* _TASK TO COMPLETE_
Where in the data below does the word "Right" appear? Copy each line that holds it.
======
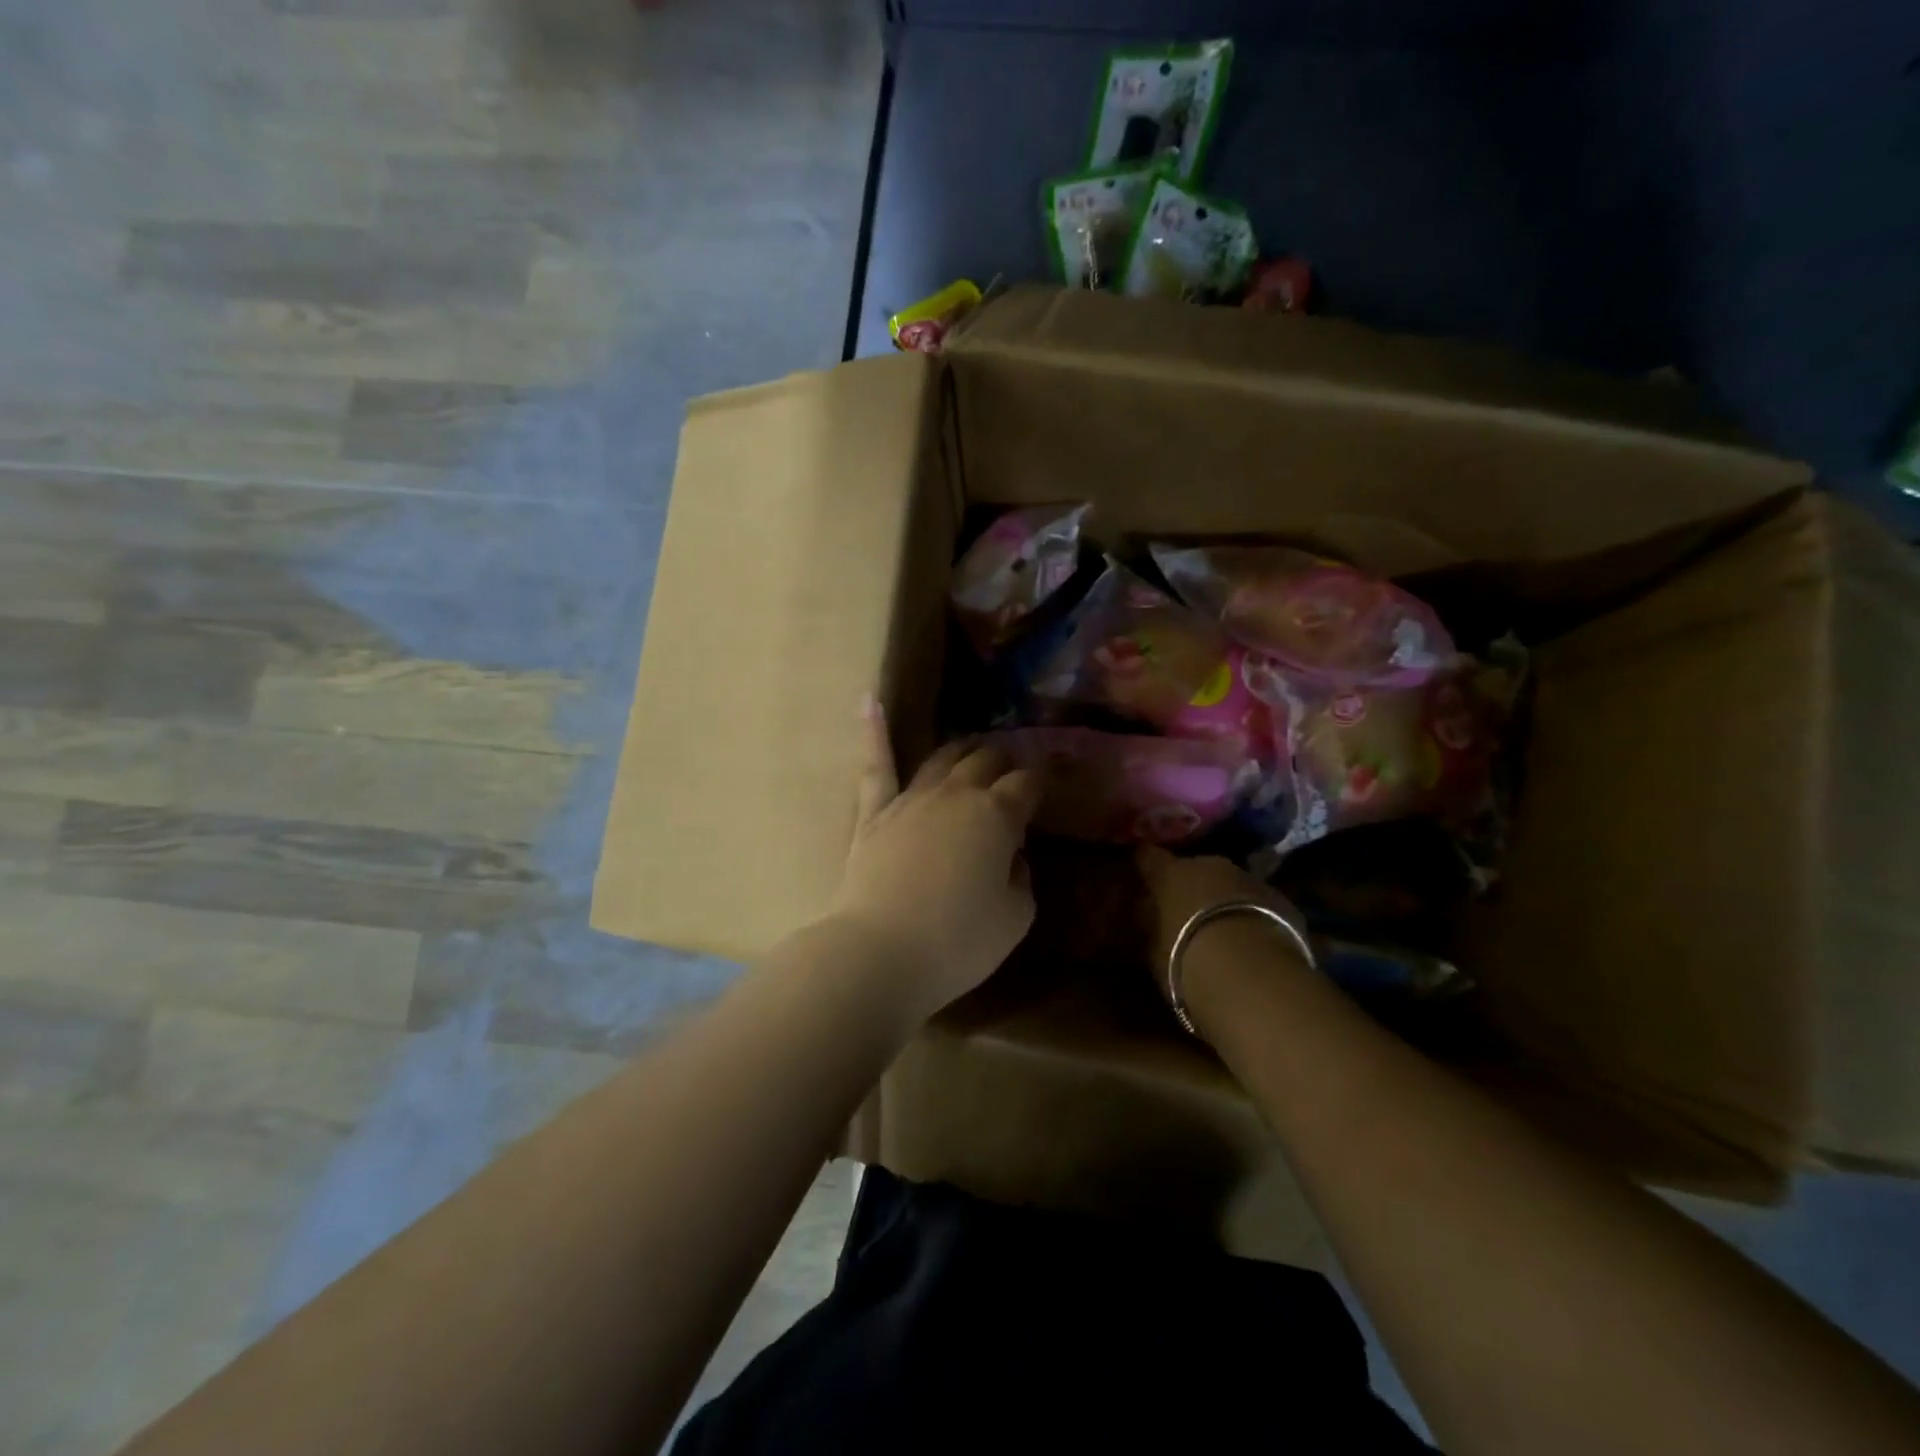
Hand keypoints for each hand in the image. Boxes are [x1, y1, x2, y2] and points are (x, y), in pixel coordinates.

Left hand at [827, 704, 1040, 1024]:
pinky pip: (875, 766)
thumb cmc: (958, 941)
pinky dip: (873, 730)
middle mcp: (956, 794)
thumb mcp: (1015, 917)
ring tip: (974, 745)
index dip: (1041, 778)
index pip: (1027, 784)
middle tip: (1014, 763)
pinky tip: (868, 699)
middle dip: (1005, 758)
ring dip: (963, 748)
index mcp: (996, 816)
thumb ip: (1021, 877)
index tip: (1050, 777)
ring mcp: (911, 799)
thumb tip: (1012, 855)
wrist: (881, 952)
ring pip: (942, 759)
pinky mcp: (873, 814)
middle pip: (986, 761)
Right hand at [1135, 847, 1309, 1017]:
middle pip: (1195, 868)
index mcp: (1171, 872)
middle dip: (1190, 886)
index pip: (1147, 856)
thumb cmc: (1186, 960)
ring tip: (1220, 929)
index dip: (1142, 864)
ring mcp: (1250, 879)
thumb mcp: (1152, 949)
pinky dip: (1252, 916)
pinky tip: (1252, 942)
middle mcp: (1210, 865)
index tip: (1137, 873)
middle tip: (1183, 910)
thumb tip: (1144, 915)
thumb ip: (1149, 926)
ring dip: (1223, 900)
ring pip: (1230, 884)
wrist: (1253, 976)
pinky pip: (1259, 904)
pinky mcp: (1283, 901)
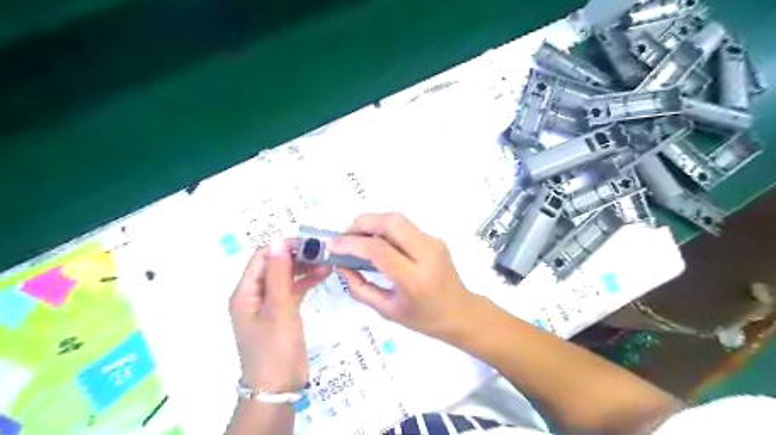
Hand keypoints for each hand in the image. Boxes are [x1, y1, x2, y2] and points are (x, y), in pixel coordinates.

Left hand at [228, 240, 330, 391]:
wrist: (279, 387)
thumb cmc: (275, 346)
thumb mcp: (278, 307)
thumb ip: (279, 273)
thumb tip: (278, 241)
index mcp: (245, 292)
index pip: (262, 258)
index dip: (283, 247)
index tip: (309, 243)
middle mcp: (254, 295)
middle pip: (274, 266)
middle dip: (296, 256)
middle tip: (322, 251)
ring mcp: (269, 305)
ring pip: (286, 277)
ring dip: (304, 268)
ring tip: (326, 261)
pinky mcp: (282, 313)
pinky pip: (292, 290)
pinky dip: (306, 282)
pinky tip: (323, 275)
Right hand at [325, 212, 475, 338]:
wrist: (460, 312)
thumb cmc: (423, 318)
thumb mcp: (387, 310)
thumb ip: (360, 288)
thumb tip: (341, 265)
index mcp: (414, 279)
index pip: (379, 250)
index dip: (352, 243)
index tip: (332, 245)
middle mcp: (426, 253)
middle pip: (391, 221)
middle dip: (362, 223)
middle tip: (345, 236)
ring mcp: (433, 242)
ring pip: (398, 219)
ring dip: (373, 223)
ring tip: (358, 238)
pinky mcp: (434, 238)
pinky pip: (405, 226)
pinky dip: (385, 229)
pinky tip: (377, 242)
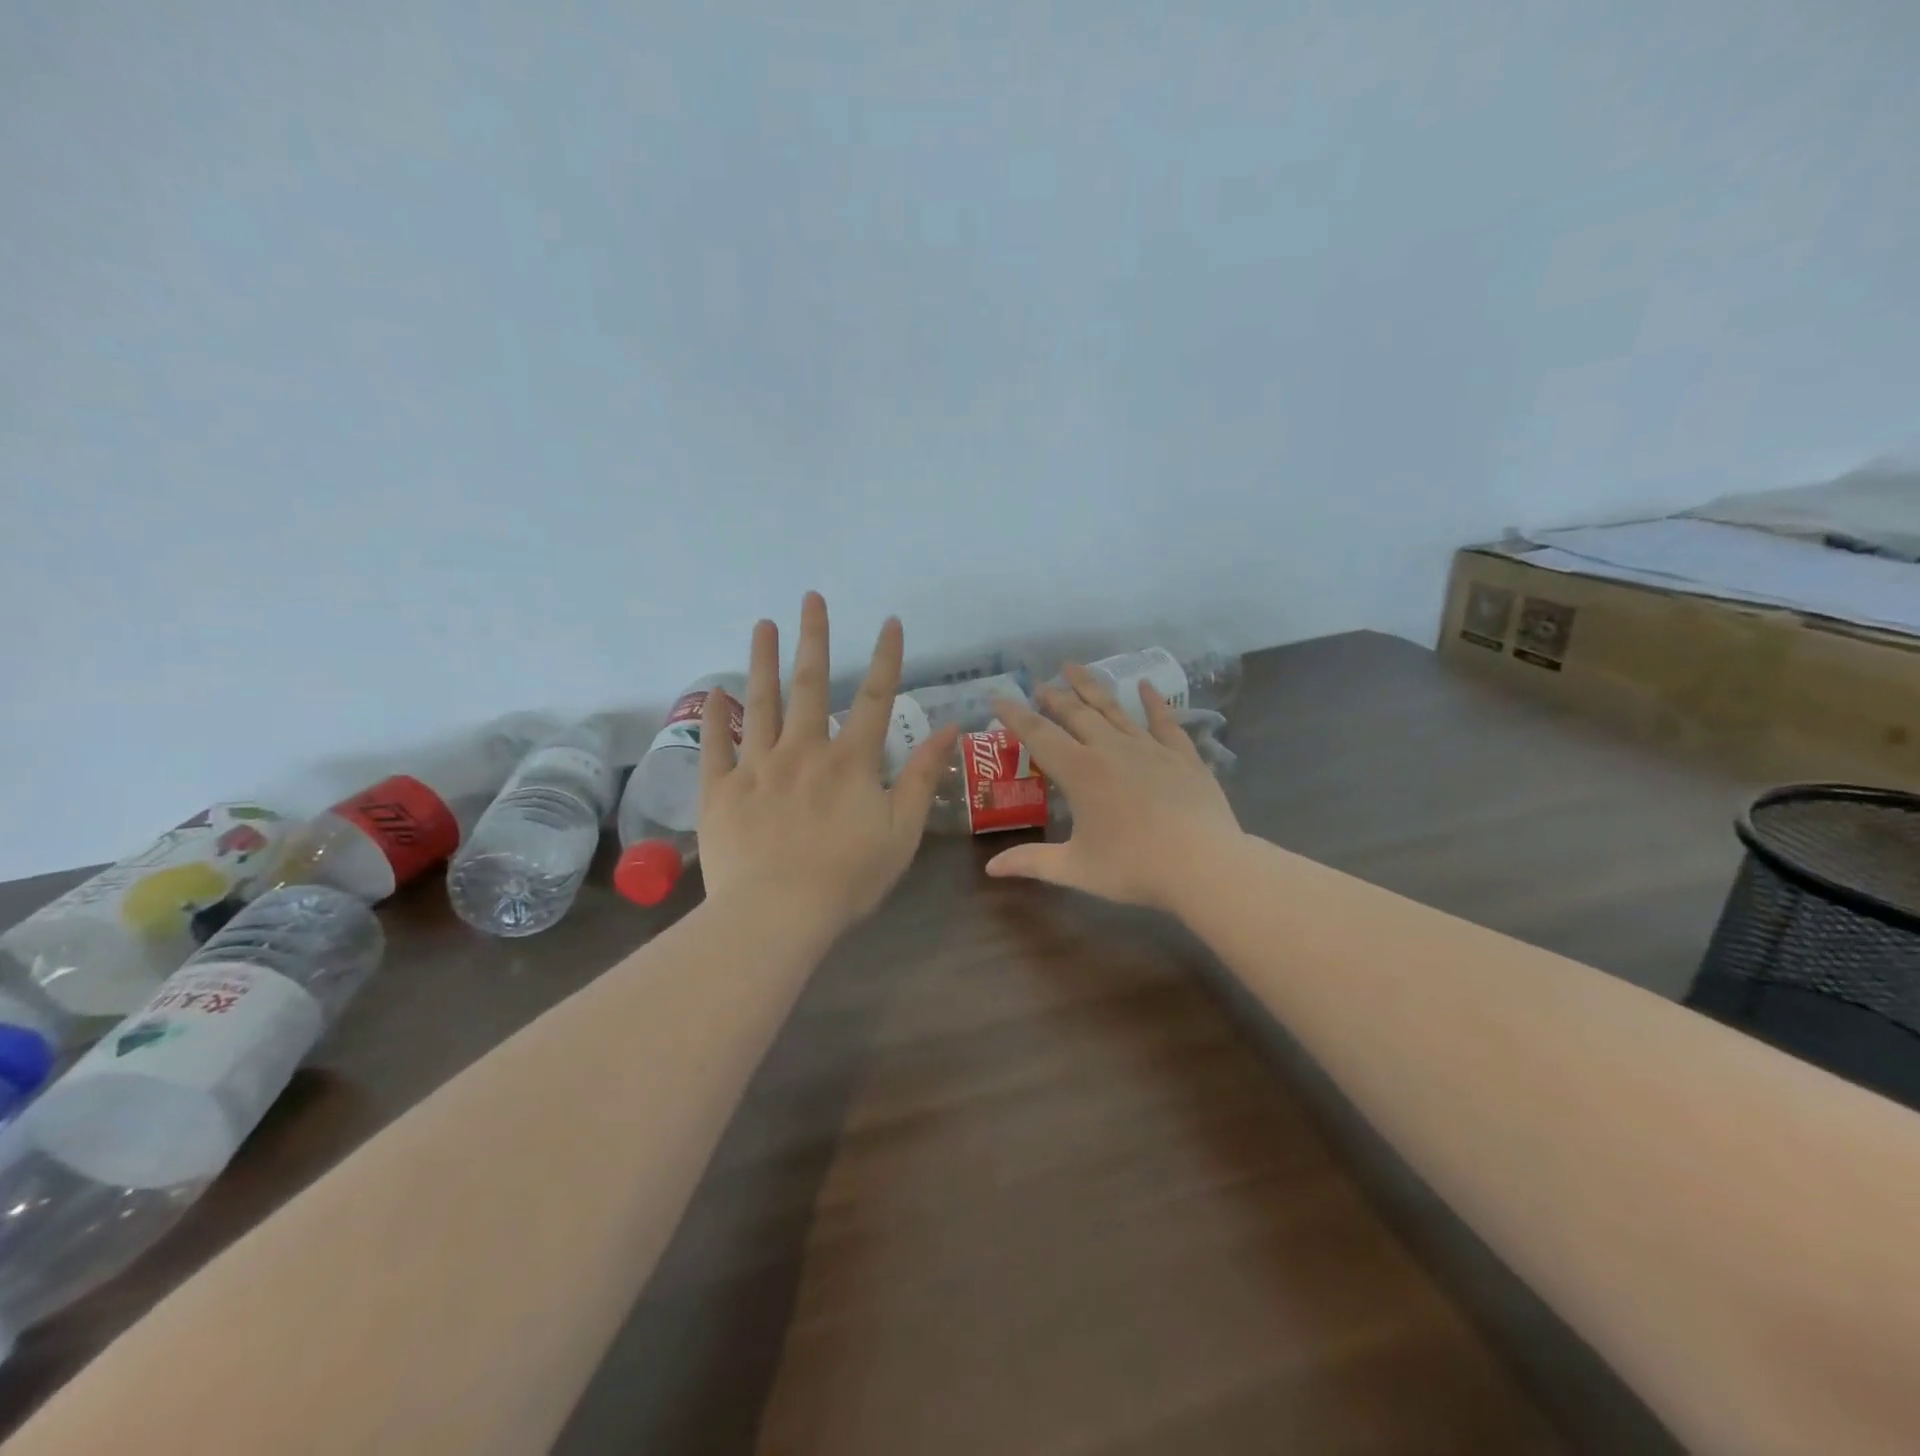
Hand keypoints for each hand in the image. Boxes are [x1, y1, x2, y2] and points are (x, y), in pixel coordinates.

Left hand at [697, 593, 959, 930]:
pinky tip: (716, 692)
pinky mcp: (722, 790)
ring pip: (761, 702)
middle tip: (810, 598)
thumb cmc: (848, 877)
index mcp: (850, 761)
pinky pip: (717, 745)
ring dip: (762, 660)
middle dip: (814, 638)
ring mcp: (757, 766)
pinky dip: (717, 717)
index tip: (890, 621)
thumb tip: (949, 729)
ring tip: (762, 625)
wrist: (776, 914)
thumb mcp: (901, 831)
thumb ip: (923, 777)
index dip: (886, 657)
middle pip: (811, 685)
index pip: (876, 698)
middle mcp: (803, 751)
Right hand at [985, 665, 1243, 912]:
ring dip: (1091, 687)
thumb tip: (991, 868)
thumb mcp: (1075, 869)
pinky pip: (1164, 720)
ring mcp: (1149, 748)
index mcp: (1080, 772)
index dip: (1015, 715)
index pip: (1038, 735)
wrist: (1204, 865)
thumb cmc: (1134, 868)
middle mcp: (1111, 749)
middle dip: (1053, 697)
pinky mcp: (1182, 755)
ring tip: (1073, 667)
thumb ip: (1031, 862)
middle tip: (1039, 684)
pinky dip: (1154, 701)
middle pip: (1076, 714)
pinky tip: (1146, 684)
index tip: (997, 698)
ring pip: (1114, 709)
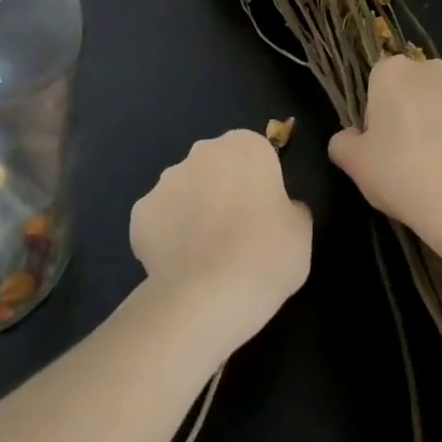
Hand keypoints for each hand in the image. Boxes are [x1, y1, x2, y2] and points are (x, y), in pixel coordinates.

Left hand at [130, 130, 311, 355]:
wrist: (210, 295)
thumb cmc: (267, 254)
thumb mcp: (301, 231)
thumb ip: (290, 207)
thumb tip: (278, 209)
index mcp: (245, 146)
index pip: (255, 155)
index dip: (259, 184)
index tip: (263, 215)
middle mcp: (202, 152)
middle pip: (215, 167)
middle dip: (221, 190)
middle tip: (235, 234)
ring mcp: (166, 180)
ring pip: (184, 191)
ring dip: (193, 211)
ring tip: (204, 257)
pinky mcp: (140, 212)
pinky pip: (159, 220)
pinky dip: (166, 236)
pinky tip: (179, 266)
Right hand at [328, 56, 441, 253]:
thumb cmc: (402, 175)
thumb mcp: (355, 164)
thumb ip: (343, 143)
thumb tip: (348, 138)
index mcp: (394, 72)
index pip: (379, 80)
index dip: (378, 111)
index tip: (381, 142)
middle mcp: (434, 71)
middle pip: (417, 86)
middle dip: (413, 110)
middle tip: (409, 154)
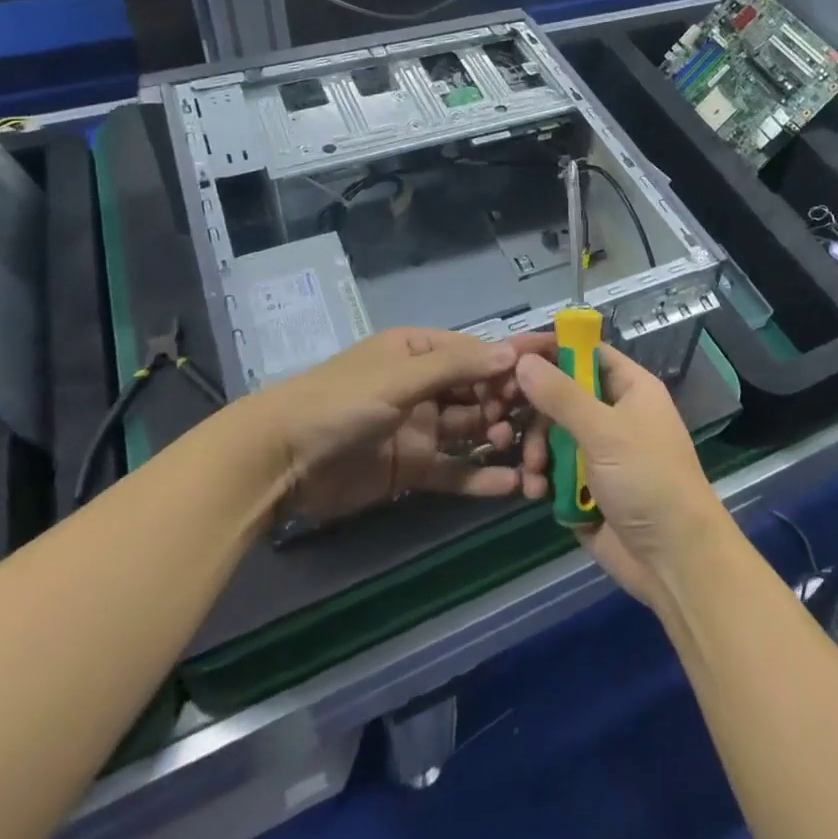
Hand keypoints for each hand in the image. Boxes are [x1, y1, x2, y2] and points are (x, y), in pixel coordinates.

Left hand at [259, 328, 540, 523]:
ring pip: (472, 432)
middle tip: (542, 420)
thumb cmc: (341, 402)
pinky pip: (454, 470)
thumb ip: (456, 367)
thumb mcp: (399, 377)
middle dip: (510, 403)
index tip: (558, 360)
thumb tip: (511, 352)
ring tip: (528, 452)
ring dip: (500, 439)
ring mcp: (419, 428)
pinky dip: (480, 478)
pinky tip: (512, 487)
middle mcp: (424, 386)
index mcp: (419, 352)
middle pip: (479, 392)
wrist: (279, 460)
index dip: (514, 357)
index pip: (477, 351)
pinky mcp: (412, 468)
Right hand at [514, 344, 728, 604]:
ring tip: (534, 469)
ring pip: (551, 433)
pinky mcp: (585, 486)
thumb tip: (524, 360)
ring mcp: (598, 451)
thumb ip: (561, 395)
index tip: (509, 353)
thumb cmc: (648, 480)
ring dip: (536, 448)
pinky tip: (533, 490)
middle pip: (561, 393)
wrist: (674, 560)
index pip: (585, 352)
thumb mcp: (605, 431)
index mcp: (629, 388)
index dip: (549, 349)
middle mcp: (613, 413)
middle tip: (506, 418)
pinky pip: (552, 468)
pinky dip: (540, 476)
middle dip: (534, 409)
======
* _SOLUTION TO THIS PROBLEM_
Right hand at [1135, 847, 1309, 1017]:
Right hand at [325, 212, 475, 338]:
Right hand at [985, 665, 1243, 912]:
Right hand at [328, 56, 441, 253]:
Right hand at [514, 344, 728, 604]:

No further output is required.